自動車大学校は文部科学大臣が指定する専修学校で、「高度専門士」の称号を付与することができる課程を持つ学校。国土交通省が2002年から一級自動車整備士養成課程の設置の指定を開始したものである。

今回は、そんな自動車大学校の中から東京工科自動車大学校・世田谷校を訪ね、若者たちと日々接していらっしゃる先生の実感、またそこで学ぶ若者たちのクルマに対する思いや考え方を直接うかがってきた。

●東京工科自動車大学校の概要

同校(世田谷校)には「1級自動車エンジニア科」「自動車整備科」と首都圏では唯一という「自動車整備2級科(夜間)」がある。

「1級自動車エンジニア科」(4年制・一級取得課程)では、一級自動車整備士の資格を取りつつ、自動車開発エンジニアをめざすことができ、そこで技術力や知識を4年間で磨き上げていく。また、日々変化していく自動車の燃料や環境問題、安全面などに対応できる技術者を育てることを目標としている。

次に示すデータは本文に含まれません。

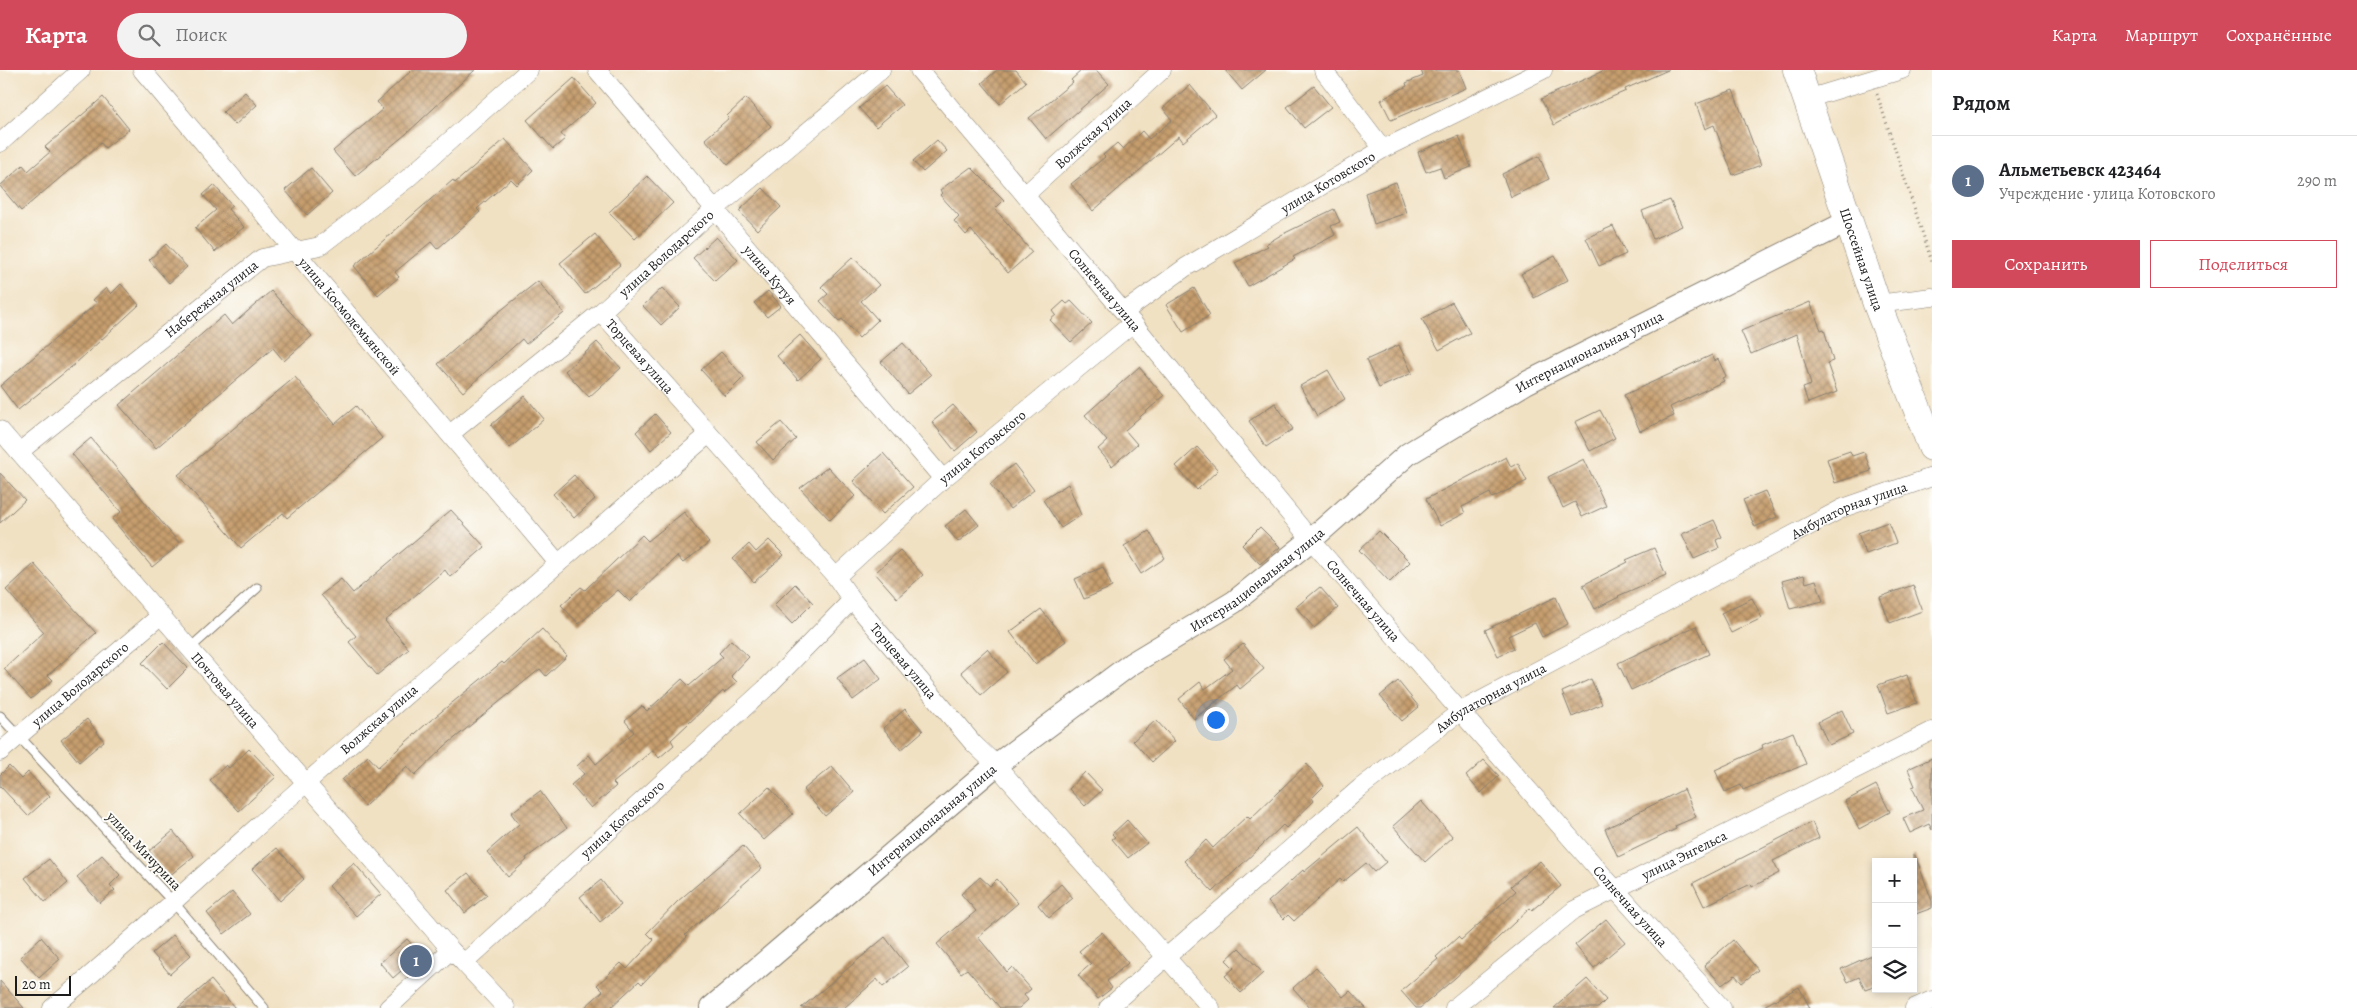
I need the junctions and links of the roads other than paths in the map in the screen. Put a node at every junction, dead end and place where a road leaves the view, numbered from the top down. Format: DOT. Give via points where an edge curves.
graph roads {
  1 [pos="81,70"];
  2 [pos="142,70"];
  3 [pos="529,70"];
  4 [pos="597,70"];
  5 [pos="881,70"];
  6 [pos="919,70"];
  7 [pos="1162,70"];
  8 [pos="1323,70"];
  9 [pos="1543,70"];
  10 [pos="1797,70"];
  11 [pos="1902,70"];
  12 [pos="1807,99"];
  13 [pos="0,143"];
  14 [pos="1383,149"];
  15 [pos="1025,195"];
  16 [pos="715,209"];
  17 [pos="1849,221"];
  18 [pos="296,252"];
  19 [pos="1932,297"];
  20 [pos="1877,304"];
  21 [pos="601,312"];
  22 [pos="1128,318"];
  23 [pos="450,434"];
  24 [pos="709,434"];
  25 [pos="7,442"];
  26 [pos="1932,447"];
  27 [pos="1932,477"];
  28 [pos="943,478"];
  29 [pos="1311,540"];
  30 [pos="558,563"];
  31 [pos="836,577"];
  32 [pos="257,588"];
  33 [pos="852,600"];
  34 [pos="160,616"];
  35 [pos="189,649"];
  36 [pos="1461,711"];
  37 [pos="0,716"];
  38 [pos="1932,731"];
  39 [pos="18,736"];
  40 [pos="0,752"];
  41 [pos="996,765"];
  42 [pos="306,784"];
  43 [pos="1614,888"];
  44 [pos="174,904"];
  45 [pos="451,950"];
  46 [pos="1166,958"];
  47 [pos="464,963"];
  48 [pos="1932,1000"];
  49 [pos="52,1008"];
  50 [pos="264,1008"];
  51 [pos="388,1008"];
  52 [pos="506,1008"];
  53 [pos="711,1008"];
  54 [pos="1108,1008"];
  55 [pos="1211,1008"];
  56 [pos="1454,1008"];
  57 [pos="1722,1008"];
  58 [pos="1914,1008"];
  1 -- 13 [label="street"];
  2 -- 18 [label="street, улица Космодемьянской"];
  3 -- 18 [label="street, Набережная улица" via="407,179 320,246"];
  4 -- 16 [label="street, улица Кутуя"];
  5 -- 16 [label="street, улица Володарского"];
  6 -- 15 [label="street, Солнечная улица"];
  7 -- 15 [label="street, Волжская улица"];
  8 -- 14 [label="street"];
  9 -- 14 [label="street, улица Котовского"];
  10 -- 12 [label="main road, Шоссейная улица"];
  11 -- 12 [label="street"];
  12 -- 17 [label="main road, Шоссейная улица"];
  14 -- 22 [label="street, улица Котовского" via="1186,267"];
  15 -- 22 [label="street, Солнечная улица"];
  16 -- 21 [label="street, улица Володарского"];
  16 -- 28 [label="street, улица Кутуя"];
  17 -- 20 [label="main road, Шоссейная улица"];
  17 -- 29 [label="street, Интернациональная улица" via="1526,383 1408,454"];
  18 -- 23 [label="street, улица Космодемьянской"];
  18 -- 25 [label="street, Набережная улица" via="262,258"];
  19 -- 20 [label="street"];
  20 -- 26 [label="main road, Шоссейная улица"];
  21 -- 23 [label="street, улица Володарского"];
  21 -- 24 [label="street, Торцевая улица"];
  22 -- 28 [label="street, улица Котовского"];
  22 -- 29 [label="street, Солнечная улица"];
  23 -- 30 [label="street, улица Космодемьянской"];
  24 -- 30 [label="street, Волжская улица"];
  24 -- 31 [label="street, Торцевая улица"];
  25 -- 34 [label="street, Почтовая улица"];
  27 -- 36 [label="street, Амбулаторная улица" via="1842,508"];
  28 -- 31 [label="street, улица Котовского"];
  29 -- 36 [label="street, Солнечная улица"];
  29 -- 41 [label="street, Интернациональная улица" via="1234,602 1131,664"];
  30 -- 42 [label="street, Волжская улица"];
  31 -- 33 [label="street, Торцевая улица"];
  32 -- 35 [label="lane"];
  33 -- 41 [label="street, Торцевая улица"];
  33 -- 47 [label="street, улица Котовского" via="765,689"];
  34 -- 35 [label="street, Почтовая улица"];
  34 -- 39 [label="street, улица Володарского"];
  35 -- 42 [label="street, Почтовая улица"];
  36 -- 43 [label="street, Солнечная улица"];
  36 -- 46 [label="street, Амбулаторная улица" via="1360,788"];
  37 -- 39 [label="lane, улица Мичурина"];
  38 -- 43 [label="street, улица Энгельса"];
  39 -- 40 [label="street, улица Володарского"];
  39 -- 44 [label="lane, улица Мичурина"];
  41 -- 46 [label="street, Торцевая улица"];
  41 -- 53 [label="street, Интернациональная улица"];
  42 -- 44 [label="street, Волжская улица"];
  42 -- 45 [label="street, Почтовая улица"];
  43 -- 56 [label="street, улица Энгельса" via="1574,910"];
  43 -- 57 [label="street, Солнечная улица"];
  44 -- 49 [label="street, Волжская улица"];
  44 -- 50 [label="lane, улица Мичурина"];
  45 -- 47 [label="street"];
  45 -- 51 [label="street"];
  46 -- 54 [label="street, Амбулаторная улица"];
  46 -- 55 [label="street, Торцевая улица"];
  47 -- 52 [label="street"];
  48 -- 58 [label="street"];
}
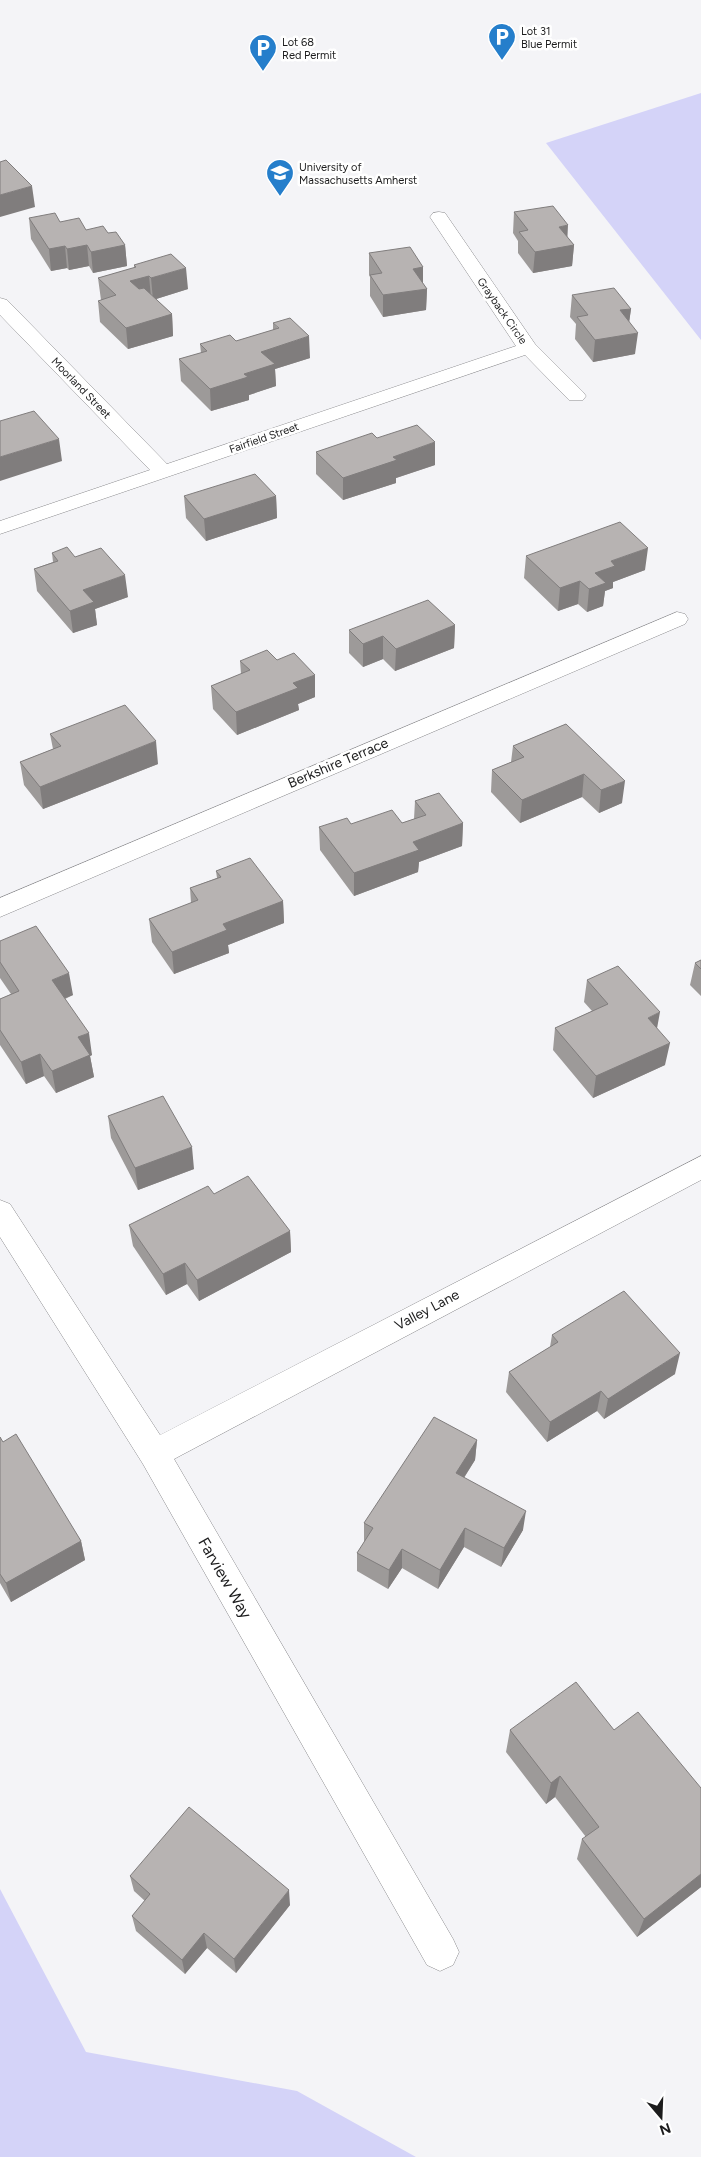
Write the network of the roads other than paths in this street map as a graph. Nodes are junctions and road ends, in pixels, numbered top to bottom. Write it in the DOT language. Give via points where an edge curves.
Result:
graph roads {
  1 [pos="439,217"];
  2 [pos="0,304"];
  3 [pos="528,348"];
  4 [pos="576,396"];
  5 [pos="162,472"];
  6 [pos="0,528"];
  7 [pos="677,619"];
  8 [pos="0,908"];
  9 [pos="701,1167"];
  10 [pos="0,1212"];
  11 [pos="154,1454"];
  12 [pos="440,1952"];
  1 -- 3 [label="street, Grayback Circle"];
  2 -- 5 [label="street, Moorland Street"];
  3 -- 4 [label="street, Grayback Circle"];
  3 -- 5 [label="street, Fairfield Street"];
  5 -- 6 [label="street, Fairfield Street"];
  7 -- 8 [label="street, Berkshire Terrace"];
  9 -- 11 [label="street, Valley Lane"];
  10 -- 11 [label="street, Farview Way"];
  11 -- 12 [label="street, Farview Way"];
}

「自動車整備科」(2年制・二級取得課程/一級課程に編入できる)は、自動車整備士になるために必要な教材を、四輪・二輪を問わず国産車から外国車まで幅広く用意しており、それらを活用した実習と充実したカリキュラムで、基本から応用までを習得し、ワンランク上の整備エンジニアをめざしている。また、キャリア教育にも力を入れており、研修などを通して社会人として必要な人間力やコミュニケーション能力、プレゼンテーション能力を磨き上げている。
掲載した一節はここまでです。